We ordered our usual standards and most of it was not to my taste:
- steamed shrimp dumpling (#1) aka har gow - OK. Comes 5 to an order since they were on the smaller size comparing to others. Nice crunchy shrimp but not very moist within
- steamed pork ribs (#8). For some reason they decided to put some salty preserved olive on top, which really didn't enhance the flavor any
- steamed turnip cake (#6). To be avoided. Not much taste (believe had the same version in Triumphal Palace and theirs was much better)
- steamed chao chow dumpling (#16). Filling was OK, but the skin is mushy to the point of falling apart
- sweet rice jongs w/ abalone (#15). This is actually sticky rice in lotus leaf.
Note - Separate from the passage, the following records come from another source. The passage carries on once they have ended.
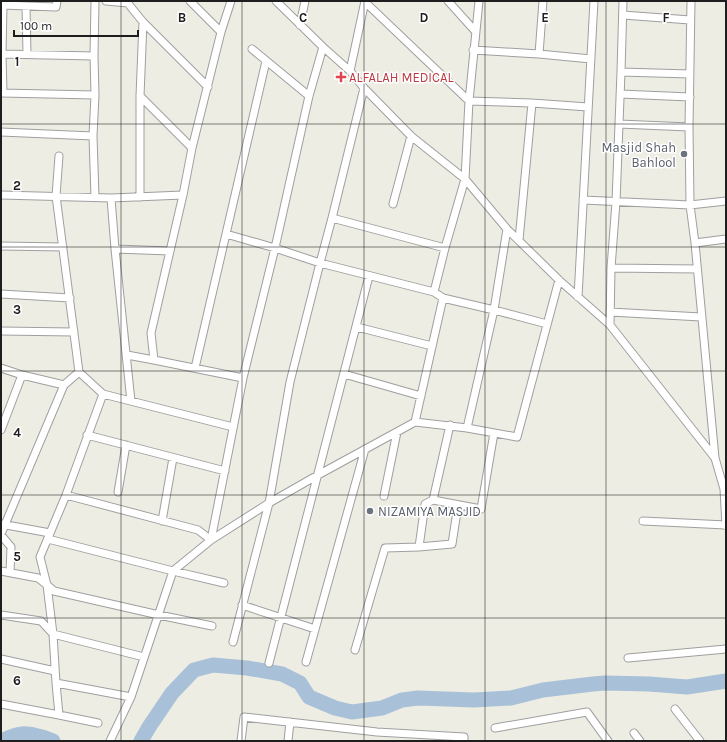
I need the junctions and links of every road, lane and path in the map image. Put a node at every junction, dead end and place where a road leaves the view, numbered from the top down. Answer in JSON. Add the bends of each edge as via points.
{"nodes":[{"id":1,"x":56,"y":1,"type":"edge"},
{"id":2,"x":95,"y":1,"type":"edge"},
{"id":3,"x":106,"y":1,"type":"edge"},
{"id":4,"x":190,"y":1,"type":"edge"},
{"id":5,"x":231,"y":1,"type":"edge"},
{"id":6,"x":276,"y":1,"type":"edge"},
{"id":7,"x":305,"y":1,"type":"edge"},
{"id":8,"x":365,"y":1,"type":"edge"},
{"id":9,"x":448,"y":1,"type":"edge"},
{"id":10,"x":479,"y":1,"type":"edge"},
{"id":11,"x":543,"y":1,"type":"edge"},
{"id":12,"x":594,"y":1,"type":"edge"},
{"id":13,"x":623,"y":1,"type":"edge"},
{"id":14,"x":691,"y":1,"type":"edge"},
{"id":15,"x":127,"y":2,"type":"edge"},
{"id":16,"x":2,"y":6,"type":"edge"},
{"id":17,"x":26,"y":6,"type":"junction"},
{"id":18,"x":623,"y":15,"type":"junction"},
{"id":19,"x":690,"y":20,"type":"junction"},
{"id":20,"x":143,"y":22,"type":"junction"},
{"id":21,"x":300,"y":24,"type":"junction"},
{"id":22,"x":475,"y":31,"type":"junction"},
{"id":23,"x":221,"y":32,"type":"junction"},
{"id":24,"x":324,"y":47,"type":"junction"},
{"id":25,"x":252,"y":49,"type":"dead end"},
{"id":26,"x":473,"y":50,"type":"junction"},
{"id":27,"x":2,"y":54,"type":"edge"},
{"id":28,"x":27,"y":54,"type":"junction"},
{"id":29,"x":539,"y":54,"type":"junction"},
{"id":30,"x":94,"y":56,"type":"junction"},
{"id":31,"x":591,"y":59,"type":"junction"},
{"id":32,"x":266,"y":61,"type":"junction"},
{"id":33,"x":350,"y":71,"type":"junction"},
{"id":34,"x":622,"y":72,"type":"junction"},
{"id":35,"x":690,"y":74,"type":"junction"},
{"id":36,"x":208,"y":87,"type":"junction"},
{"id":37,"x":364,"y":88,"type":"junction"},
{"id":38,"x":2,"y":93,"type":"edge"},
{"id":39,"x":620,"y":94,"type":"junction"},
{"id":40,"x":95,"y":96,"type":"junction"},
{"id":41,"x":140,"y":96,"type":"junction"},
{"id":42,"x":309,"y":96,"type":"junction"},
{"id":43,"x":690,"y":97,"type":"junction"},
{"id":44,"x":468,"y":100,"type":"junction"},
{"id":45,"x":532,"y":103,"type":"junction"},
{"id":46,"x":588,"y":107,"type":"junction"},
{"id":47,"x":619,"y":124,"type":"junction"},
{"id":48,"x":689,"y":126,"type":"junction"},
{"id":49,"x":1,"y":132,"type":"edge"},
{"id":50,"x":93,"y":136,"type":"junction"},
{"id":51,"x":411,"y":136,"type":"junction"},
{"id":52,"x":192,"y":148,"type":"junction"},
{"id":53,"x":59,"y":156,"type":"dead end"},
{"id":54,"x":465,"y":179,"type":"junction"},
{"id":55,"x":1,"y":195,"type":"edge"},
{"id":56,"x":182,"y":195,"type":"junction"},
{"id":57,"x":56,"y":196,"type":"junction"},
{"id":58,"x":95,"y":197,"type":"junction"},
{"id":59,"x":140,"y":197,"type":"junction"},
{"id":60,"x":111,"y":198,"type":"junction"},
{"id":61,"x":583,"y":200,"type":"junction"},
{"id":62,"x":726,"y":201,"type":"edge"},
{"id":63,"x":616,"y":202,"type":"junction"},
{"id":64,"x":393,"y":204,"type":"dead end"},
{"id":65,"x":690,"y":205,"type":"junction"},
{"id":66,"x":332,"y":218,"type":"junction"},
{"id":67,"x":507,"y":229,"type":"junction"},
{"id":68,"x":226,"y":234,"type":"junction"},
{"id":69,"x":726,"y":239,"type":"edge"},
{"id":70,"x":519,"y":240,"type":"junction"},
{"id":71,"x":695,"y":243,"type":"junction"},
{"id":72,"x":1,"y":246,"type":"edge"},
{"id":73,"x":63,"y":247,"type":"junction"},
{"id":74,"x":275,"y":248,"type":"junction"},
{"id":75,"x":445,"y":248,"type":"junction"},
{"id":76,"x":115,"y":249,"type":"junction"},
{"id":77,"x":170,"y":251,"type":"junction"},
{"id":78,"x":320,"y":264,"type":"junction"},
{"id":79,"x":611,"y":268,"type":"junction"},
{"id":80,"x":697,"y":269,"type":"junction"},
{"id":81,"x":369,"y":276,"type":"junction"},
{"id":82,"x":559,"y":280,"type":"junction"},
{"id":83,"x":434,"y":292,"type":"junction"},
{"id":84,"x":1,"y":294,"type":"edge"},
{"id":85,"x":578,"y":297,"type":"junction"},
{"id":86,"x":70,"y":298,"type":"junction"},
{"id":87,"x":444,"y":298,"type":"junction"},
{"id":88,"x":494,"y":310,"type":"junction"},
{"id":89,"x":610,"y":312,"type":"junction"},
{"id":90,"x":701,"y":317,"type":"junction"},
{"id":91,"x":547,"y":324,"type":"junction"},
{"id":92,"x":610,"y":324,"type":"junction"},
{"id":93,"x":357,"y":327,"type":"junction"},
{"id":94,"x":1,"y":330,"type":"edge"},
{"id":95,"x":74,"y":332,"type":"junction"},
{"id":96,"x":432,"y":346,"type":"junction"},
{"id":97,"x":127,"y":355,"type":"junction"},
{"id":98,"x":154,"y":360,"type":"junction"},
{"id":99,"x":1,"y":368,"type":"edge"},
{"id":100,"x":195,"y":368,"type":"junction"},
{"id":101,"x":80,"y":372,"type":"junction"},
{"id":102,"x":344,"y":374,"type":"junction"},
{"id":103,"x":22,"y":375,"type":"junction"},
{"id":104,"x":243,"y":378,"type":"junction"},
{"id":105,"x":64,"y":385,"type":"junction"},
{"id":106,"x":102,"y":394,"type":"junction"},
{"id":107,"x":421,"y":396,"type":"junction"},
{"id":108,"x":131,"y":401,"type":"junction"},
{"id":109,"x":414,"y":422,"type":"junction"},
{"id":110,"x":450,"y":425,"type":"junction"},
{"id":111,"x":233,"y":427,"type":"junction"},
{"id":112,"x":467,"y":428,"type":"junction"},
{"id":113,"x":1,"y":430,"type":"edge"},
{"id":114,"x":397,"y":432,"type":"junction"},
{"id":115,"x":494,"y":433,"type":"junction"},
{"id":116,"x":87,"y":435,"type":"junction"},
{"id":117,"x":126,"y":445,"type":"junction"},
{"id":118,"x":365,"y":449,"type":"junction"},
{"id":119,"x":173,"y":458,"type":"junction"},
{"id":120,"x":715,"y":458,"type":"junction"},
{"id":121,"x":225,"y":471,"type":"junction"},
{"id":122,"x":318,"y":475,"type":"junction"},
{"id":123,"x":725,"y":489,"type":"edge"},
{"id":124,"x":118,"y":492,"type":"dead end"},
{"id":125,"x":66,"y":495,"type":"junction"},
{"id":126,"x":384,"y":496,"type":"dead end"},
{"id":127,"x":433,"y":500,"type":"junction"},
{"id":128,"x":269,"y":503,"type":"junction"},
{"id":129,"x":458,"y":505,"type":"junction"},
{"id":130,"x":162,"y":521,"type":"junction"},
{"id":131,"x":643,"y":521,"type":"dead end"},
{"id":132,"x":3,"y":525,"type":"edge"},
{"id":133,"x":726,"y":525,"type":"edge"},
{"id":134,"x":1,"y":535,"type":"edge"},
{"id":135,"x":49,"y":536,"type":"junction"},
{"id":136,"x":211,"y":540,"type":"junction"},
{"id":137,"x":419,"y":547,"type":"junction"},
{"id":138,"x":1,"y":571,"type":"edge"},
{"id":139,"x":173,"y":571,"type":"junction"},
{"id":140,"x":10,"y":573,"type":"junction"},
{"id":141,"x":224,"y":583,"type":"dead end"},
{"id":142,"x":47,"y":584,"type":"junction"},
{"id":143,"x":242,"y":605,"type":"junction"},
{"id":144,"x":1,"y":615,"type":"edge"},
{"id":145,"x":159,"y":615,"type":"junction"},
{"id":146,"x":280,"y":617,"type":"junction"},
{"id":147,"x":212,"y":626,"type":"dead end"},
{"id":148,"x":315,"y":629,"type":"junction"},
{"id":149,"x":53,"y":634,"type":"junction"},
{"id":150,"x":233,"y":642,"type":"dead end"},
{"id":151,"x":726,"y":649,"type":"edge"},
{"id":152,"x":355,"y":650,"type":"dead end"},
{"id":153,"x":144,"y":657,"type":"junction"},
{"id":154,"x":628,"y":658,"type":"dead end"},
{"id":155,"x":1,"y":659,"type":"edge"},
{"id":156,"x":269,"y":662,"type":"dead end"},
{"id":157,"x":306,"y":662,"type":"dead end"},
{"id":158,"x":55,"y":671,"type":"junction"},
{"id":159,"x":56,"y":683,"type":"junction"},
{"id":160,"x":131,"y":697,"type":"junction"},
{"id":161,"x":1,"y":704,"type":"edge"},
{"id":162,"x":676,"y":709,"type":"dead end"},
{"id":163,"x":59,"y":715,"type":"junction"},
{"id":164,"x":290,"y":722,"type":"junction"},
{"id":165,"x":98,"y":724,"type":"dead end"},
{"id":166,"x":494,"y":728,"type":"dead end"},
{"id":167,"x":634,"y":733,"type":"dead end"},
{"id":168,"x":605,"y":739,"type":"edge"},
{"id":169,"x":110,"y":741,"type":"edge"},
{"id":170,"x":241,"y":741,"type":"edge"},
{"id":171,"x":288,"y":741,"type":"edge"},
{"id":172,"x":464,"y":741,"type":"edge"},
{"id":173,"x":640,"y":741,"type":"edge"},
{"id":174,"x":700,"y":741,"type":"edge"}],
"edges":[{"from":1,"to":17,"type":"street","via":[[56,7]]},
{"from":2,"to":30,"type":"street"},
{"from":3,"to":15,"type":"street"},
{"from":4,"to":23,"type":"street"},
{"from":5,"to":23,"type":"street"},
{"from":6,"to":21,"type":"street"},
{"from":7,"to":21,"type":"street"},
{"from":8,"to":33,"type":"street"},
{"from":8,"to":44,"type":"street"},
{"from":9,"to":22,"type":"street"},
{"from":10,"to":22,"type":"street"},
{"from":11,"to":29,"type":"street"},
{"from":12,"to":31,"type":"street"},
{"from":13,"to":18,"type":"street"},
{"from":14,"to":19,"type":"street"},
{"from":15,"to":20,"type":"street"},
{"from":16,"to":17,"type":"street"},
{"from":16,"to":27,"type":"street"},
{"from":17,"to":28,"type":"street"},
{"from":18,"to":19,"type":"street"},
{"from":18,"to":34,"type":"street"},
{"from":19,"to":35,"type":"street"},
{"from":20,"to":36,"type":"street"},
{"from":20,"to":41,"type":"street"},
{"from":21,"to":24,"type":"street"},
{"from":22,"to":26,"type":"street"},
{"from":23,"to":36,"type":"street"},
{"from":24,"to":33,"type":"street"},
{"from":24,"to":42,"type":"street"},
{"from":25,"to":32,"type":"street"},
{"from":26,"to":29,"type":"street"},
{"from":26,"to":44,"type":"street"},
{"from":27,"to":28,"type":"street"},
{"from":27,"to":38,"type":"street"},
{"from":28,"to":30,"type":"street"},
{"from":29,"to":31,"type":"street"},
{"from":30,"to":40,"type":"street"},
{"from":31,"to":46,"type":"street"},
{"from":32,"to":42,"type":"street"},
{"from":32,"to":68,"type":"street"},
{"from":33,"to":37,"type":"street"},
{"from":34,"to":35,"type":"street"},
{"from":34,"to":39,"type":"street"},
{"from":35,"to":43,"type":"street"},
{"from":36,"to":52,"type":"street"},
{"from":37,"to":51,"type":"street"},
{"from":37,"to":66,"type":"street"},
{"from":38,"to":40,"type":"street"},
{"from":39,"to":43,"type":"street"},
{"from":39,"to":47,"type":"street"},
{"from":40,"to":50,"type":"street"},
{"from":41,"to":52,"type":"street"},
{"from":41,"to":59,"type":"street"},
{"from":42,"to":74,"type":"street"},
{"from":43,"to":48,"type":"street"},
{"from":44,"to":45,"type":"street"},
{"from":44,"to":54,"type":"street"},
{"from":45,"to":46,"type":"street"},
{"from":45,"to":70,"type":"street"},
{"from":46,"to":61,"type":"street"},
{"from":47,"to":48,"type":"street"},
{"from":47,"to":63,"type":"street"},
{"from":48,"to":65,"type":"street"},
{"from":49,"to":50,"type":"street"},
{"from":50,"to":58,"type":"street"},
{"from":51,"to":54,"type":"street"},
{"from":51,"to":64,"type":"street"},
{"from":52,"to":56,"type":"street"},
{"from":53,"to":57,"type":"street"},
{"from":54,"to":67,"type":"street"},
{"from":54,"to":75,"type":"street"},
{"from":55,"to":57,"type":"street"},
{"from":56,"to":59,"type":"street"},
{"from":56,"to":77,"type":"street"},
{"from":57,"to":58,"type":"street"},
{"from":57,"to":73,"type":"street"},
{"from":58,"to":60,"type":"street"},
{"from":59,"to":60,"type":"street"},
{"from":60,"to":76,"type":"street"},
{"from":61,"to":63,"type":"street"},
{"from":61,"to":85,"type":"street"},
{"from":62,"to":65,"type":"street"},
{"from":63,"to":65,"type":"street"},
{"from":63,"to":79,"type":"street"},
{"from":65,"to":71,"type":"street"},
{"from":66,"to":75,"type":"street"},
{"from":66,"to":78,"type":"street"},
{"from":67,"to":70,"type":"street"},
{"from":67,"to":88,"type":"street"},
{"from":68,"to":74,"type":"street"},
{"from":68,"to":100,"type":"street"},
{"from":69,"to":71,"type":"street"},
{"from":70,"to":82,"type":"street"},
{"from":71,"to":80,"type":"street"},
{"from":72,"to":73,"type":"street"},
{"from":73,"to":86,"type":"street"},
{"from":74,"to":78,"type":"street"},
{"from":74,"to":104,"type":"street"},
{"from":75,"to":83,"type":"street"},
{"from":76,"to":77,"type":"street"},
{"from":76,"to":97,"type":"street"},
{"from":77,"to":98,"type":"street","via":[[151,333]]},
{"from":78,"to":81,"type":"street"},
{"from":78,"to":128,"type":"street","via":[[290,382]]},
{"from":79,"to":80,"type":"street"},
{"from":79,"to":89,"type":"street"},
{"from":80,"to":90,"type":"street"},
{"from":81,"to":83,"type":"street"},
{"from":81,"to":93,"type":"street"},
{"from":82,"to":85,"type":"street"},
{"from":82,"to":91,"type":"street"},
{"from":83,"to":87,"type":"street"},
{"from":84,"to":86,"type":"street"},
{"from":85,"to":92,"type":"street"},
{"from":86,"to":95,"type":"street"},
{"from":87,"to":88,"type":"street"},
{"from":87,"to":96,"type":"street"},
{"from":88,"to":91,"type":"street"},
{"from":88,"to":112,"type":"street"},
{"from":89,"to":90,"type":"street"},
{"from":89,"to":92,"type":"street"},
{"from":90,"to":120,"type":"street"},
{"from":91,"to":115,"type":"street","via":[[517,437]]},
{"from":92,"to":120,"type":"street"},
{"from":93,"to":96,"type":"street"},
{"from":93,"to":102,"type":"street"},
{"from":94,"to":95,"type":"street"},
{"from":95,"to":101,"type":"street"},
{"from":96,"to":107,"type":"street"},
{"from":97,"to":98,"type":"street"},
{"from":97,"to":108,"type":"street"},
{"from":98,"to":100,"type":"street"},
{"from":99,"to":103,"type":"street"},
{"from":100,"to":104,"type":"street"},
{"from":101,"to":105,"type":"street"},
{"from":101,"to":106,"type":"street"},
{"from":102,"to":107,"type":"street"},
{"from":102,"to":122,"type":"street"},
{"from":103,"to":105,"type":"street"},
{"from":103,"to":113,"type":"street"},
{"from":104,"to":111,"type":"street"},
{"from":105,"to":132,"type":"street"},
{"from":106,"to":108,"type":"street"},
{"from":106,"to":116,"type":"street"},
{"from":107,"to":109,"type":"street"},
{"from":108,"to":111,"type":"street"},
{"from":109,"to":110,"type":"street"},
{"from":109,"to":114,"type":"street"},
{"from":110,"to":112,"type":"street"},
{"from":110,"to":127,"type":"street"},
{"from":111,"to":121,"type":"street"},
{"from":112,"to":115,"type":"street"},
{"from":114,"to":118,"type":"street"},
{"from":114,"to":126,"type":"street"},
{"from":115,"to":129,"type":"street","via":[[481,509]]},
{"from":116,"to":117,"type":"street"},
{"from":116,"to":125,"type":"street"},
{"from":117,"to":119,"type":"street"},
{"from":117,"to":124,"type":"street"},
{"from":118,"to":122,"type":"street"},
{"from":118,"to":148,"type":"street"},
{"from":119,"to":121,"type":"street"},
{"from":119,"to":130,"type":"street"},
{"from":120,"to":123,"type":"street"},
{"from":121,"to":136,"type":"street"},
{"from":122,"to":128,"type":"street"},
{"from":122,"to":146,"type":"street"},
{"from":123,"to":133,"type":"street"},
{"from":125,"to":130,"type":"street"},
{"from":125,"to":135,"type":"street"},
{"from":127,"to":129,"type":"street"},
{"from":127,"to":137,"type":"street","via":[[425,504]]},
{"from":128,"to":136,"type":"street"},
{"from":128,"to":143,"type":"street"},
{"from":129,"to":137,"type":"street","via":[[452,544]]},
{"from":130,"to":136,"type":"street","via":[[198,530]]},
{"from":131,"to":133,"type":"street"},
{"from":132,"to":134,"type":"street"},
{"from":132,"to":135,"type":"street"},
{"from":134,"to":140,"type":"street","via":[[11,547]]},
{"from":135,"to":139,"type":"street"},
{"from":135,"to":142,"type":"street","via":[[40,557]]},
{"from":136,"to":139,"type":"street"},
{"from":137,"to":152,"type":"street","via":[[385,548]]},
{"from":138,"to":140,"type":"street"},
{"from":139,"to":141,"type":"street"},
{"from":139,"to":145,"type":"street"},
{"from":140,"to":142,"type":"street","via":[[38,578]]},
{"from":142,"to":145,"type":"street","via":[[54,591]]},
{"from":142,"to":149,"type":"street"},
{"from":143,"to":146,"type":"street"},
{"from":143,"to":150,"type":"street"},
{"from":144,"to":149,"type":"street","via":[[41,621]]},
{"from":145,"to":147,"type":"street"},
{"from":145,"to":153,"type":"street"},
{"from":146,"to":148,"type":"street"},
{"from":146,"to":156,"type":"street"},
{"from":148,"to":157,"type":"street"},
{"from":149,"to":153,"type":"street"},
{"from":149,"to":158,"type":"street"},
{"from":151,"to":154,"type":"street"},
{"from":153,"to":160,"type":"street"},
{"from":155,"to":158,"type":"street"},
{"from":158,"to":159,"type":"street"},
{"from":159,"to":160,"type":"street"},
{"from":159,"to":163,"type":"street"},
{"from":160,"to":169,"type":"street"},
{"from":161,"to":163,"type":"street"},
{"from":162,"to":174,"type":"street"},
{"from":163,"to":165,"type":"street"},
{"from":164,"to":170,"type":"street","via":[[244,717]]},
{"from":164,"to":171,"type":"street"},
{"from":164,"to":172,"type":"street","via":[[377,732],[464,737]]},
{"from":166,"to":168,"type":"street","via":[[587,712]]},
{"from":167,"to":173,"type":"street"}]}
Very good, but the english menu translation is way off.
- Fried green tea dumpling (#33) Excellent, it's green tea mochi stuffed with sesame paste (not red bean as reported) and deep fried
- fried stuffed dumpling (#44) - aka ham so gok or football. This version has cilantro within, which I hate. Otherwise the rice dough outside was fine.
- crispy egg roll (#49). Cilantro reared its ugly head again, guess the chef must love them. It's greasy to boot.
- crispy stuffed rice noodle roll (#43). It's the one mentioned in LA Weekly. It's a standard street fare in HK with the fried dough cruller wrapped with rice crepe. OK, but wished for some hoisin sauce which never materialized, plus too greasy for 2 people to finish.
- shanghai steamed crab dumpling (#48). Actually it's regular juicy dumplings submersed in a rice porridge broth (juk), and I didn't taste any crab. Very good and unusual though.
Service was a bit slow, dishes took a while to be removed, and had to wait a good 5 minutes for the tea to be refilled.
Lastly, the English menu translation is off. The noodles in #74 Living Lobster with noodles is actually ramen noodles(mentioned in LA weekly as resembling Top Ramen), and #34 house deep fried cake I think is made with Durian (not sure if it smells though). #68 is Roasted Pork Macau style (wish I ordered - looked very good). #28 rice noodle roll is the plain type with no stuffing.
Somehow I am guessing that the best stuff are on D & E prices, which means I have to brave the crowd for another try after 11AM.
We enjoyed dim sum on Saturday morning this past weekend, and it was SUPERB! Everything we ordered was fresh and hot AND delicious! The service was extremely attentive; I must have somehow shown my appreciation of their red hot sauce, and without request they brought us a huge bowl of it.
Yes, they were out of a few of our orders and there was some quiet confusion, but we did not care because they really went out of their way to please us!
The Kitchen and Elite (formerly New Concept) are now my two favorite dim sum places.
I still enjoy Capital Seafood in the 99 Ranch Plaza, but the food is superior at both The Kitchen and Elite, with The Kitchen shining very brightly right now.